Zoe was in excellent condition and had a perfectly normal exam. When reviewing her immunization card from the previous doctor I noticed that she had only one measles-mumps-rubella (MMR) vaccine and one chickenpox vaccine (Varivax). All her other vaccines were complete. Mom seemed stunned that Zoe might be missing some. “I am a strong believer in vaccinating my children and can’t understand why she would be lacking,” she said in disbelief.

I told her that in the past we used to give one MMR and one Varivax at one year of age. For many years now the schools have required two vaccines…one given at a year of age, and another at four to five years, before kindergarten. The schools are strict about this. It is possible that Zoe fell through the cracks when she was entering kindergarten as it was not widely enforced.

Mrs. X said emphatically, and much to the displeasure of Zoe, “I want her to get these boosters right away; certainly before she goes out of state for college!” I proceeded to explain about these vaccines and why Zoe may NOT need to get them. This generated a sigh of relief from the young lady.

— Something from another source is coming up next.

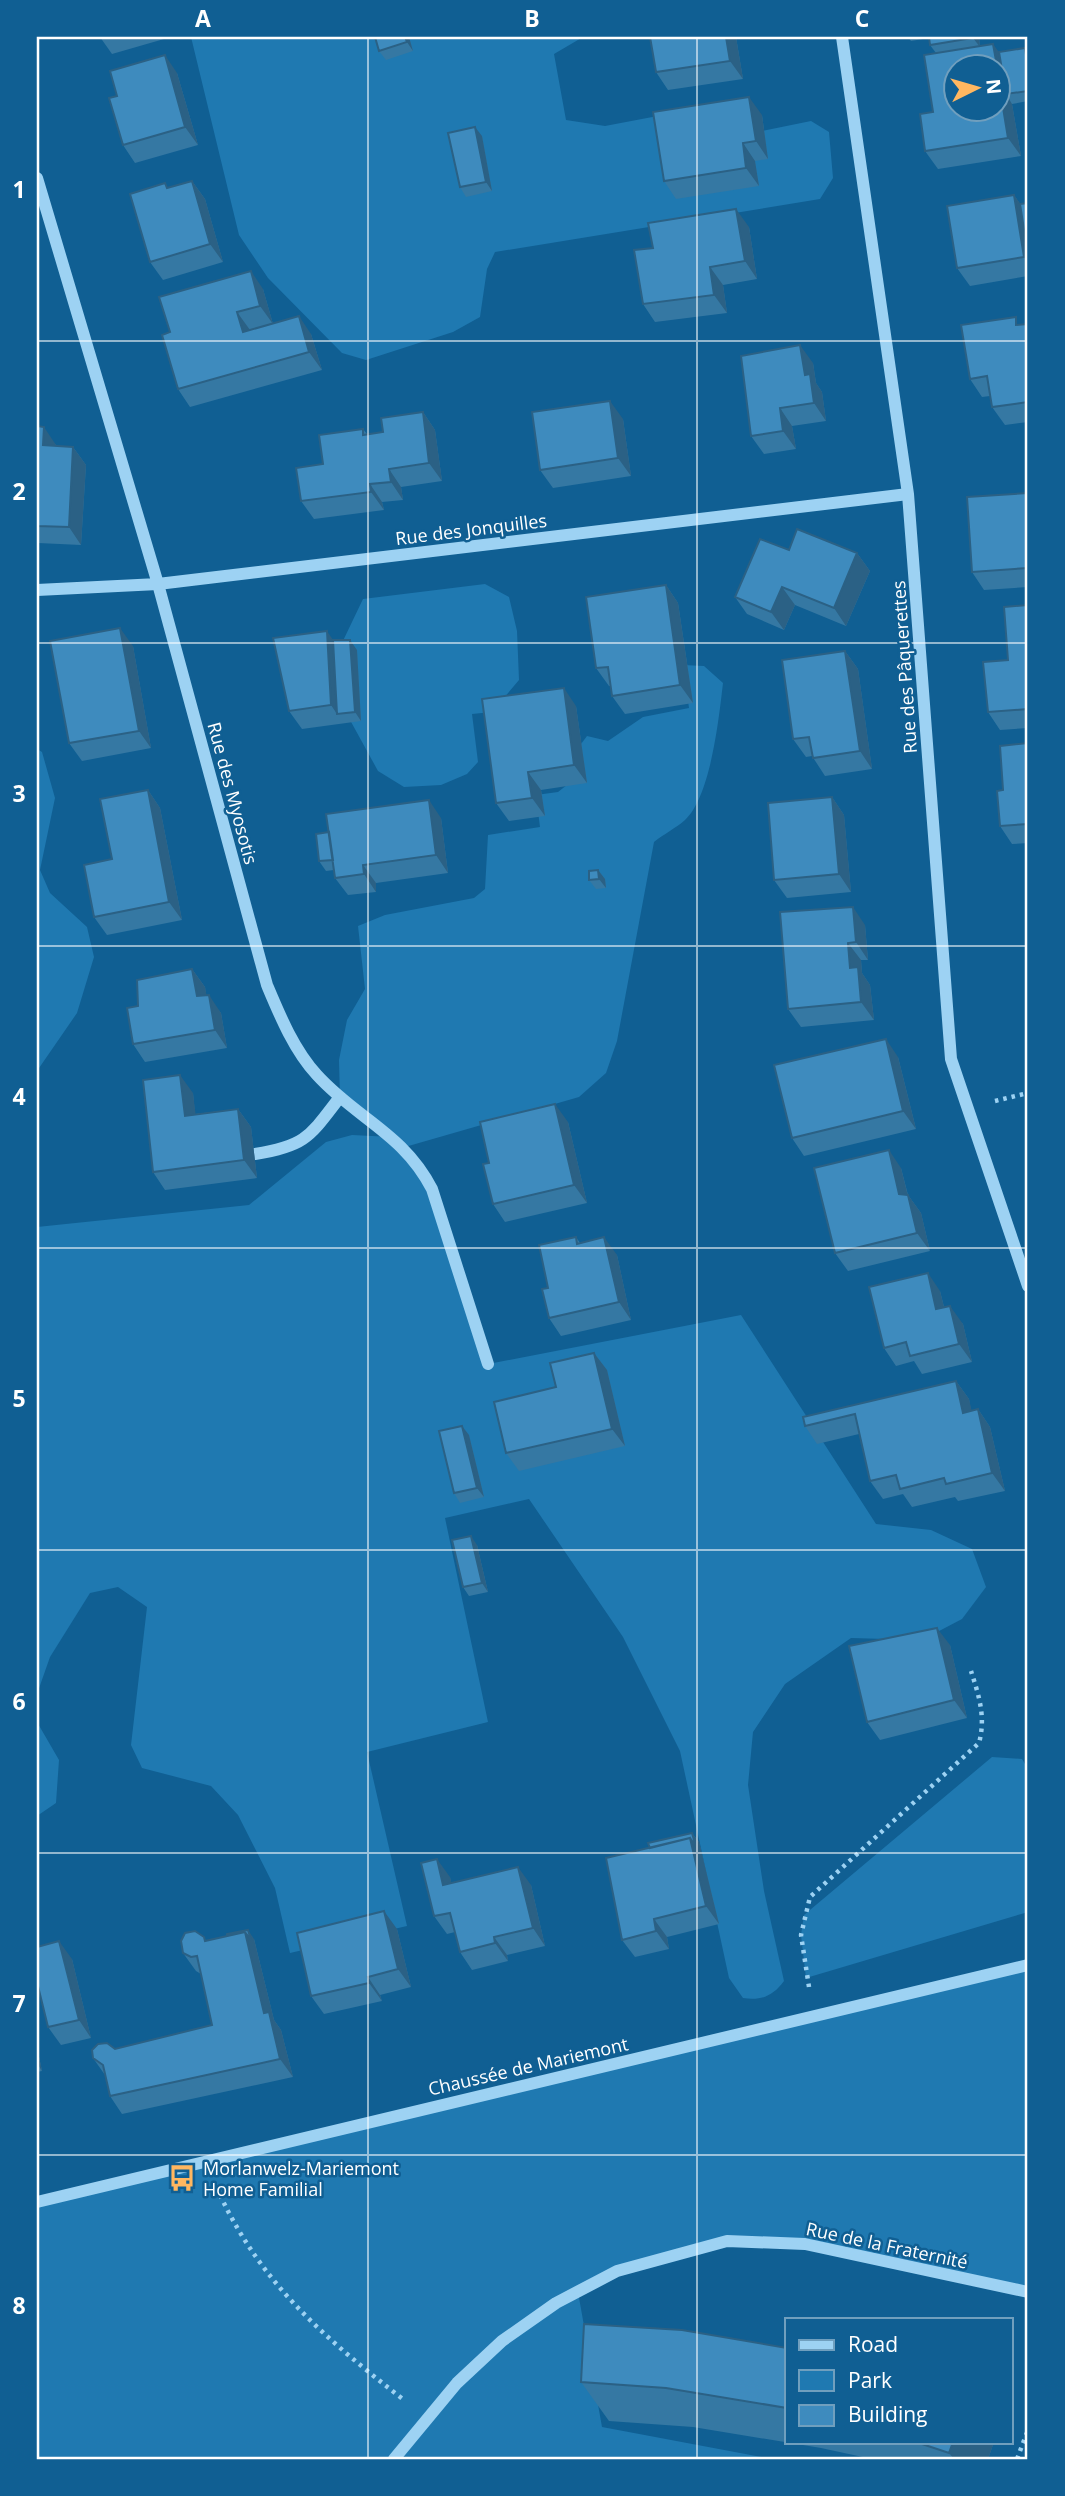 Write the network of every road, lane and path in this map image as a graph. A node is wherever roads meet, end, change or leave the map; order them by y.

The second dose of the MMR and Varivax are actually not booster shots. When one receives one dose of the MMR at a year of age they are 93% protected against measles and 78% protected from mumps. When they get a second dose of MMR the protection goes up to 97% against measles and 88% against mumps. With one dose of Varivax the protection against chickenpox is 85% and with two shots it goes up to 90-98%. So the second doses are not really boosters. They are to increase the likelihood of protection.

I told Mrs. X that we had two options for Zoe. We could give the vaccines, or we could measure the protection she had from the first set of MMR and Varivax that she received at a year of age. We could measure the antibody titers for measles, mumps, rubella and varicella (chickenpox). If they were in a protective range it would prove that she was fully protected with the vaccines she already received. She would not need a second vaccine. Zoe really liked this idea because she invariably faints when she get shots.

Mom showed me the form that the college required. Sure enough it asked for her immunization status and had a section asking for the two dates of her MMR and varivax vaccines. I told mom I would fill out the physical portion and put the form in her chart. When we got the results of the blood test I would fill in the appropriate information and she could pick it up at her convenience. It usually takes a few days to get the results.

Three days later the results showed that Zoe had high levels of protection against measles, mumps, rubella and varicella. Zoe knew that if the levels were insufficient she would need to get the vaccines. She was more than willing to take the chance. It worked out for her. I was able to complete the form stating that while she only had one MMR and varivax she was shown to be fully protected and I attacked a copy of her lab results to the form. At the end of the day when I finally made it back to my desk, there was a hand written note from Zoe thanking me for sparing her from having to get two shots. It put a smile on my face.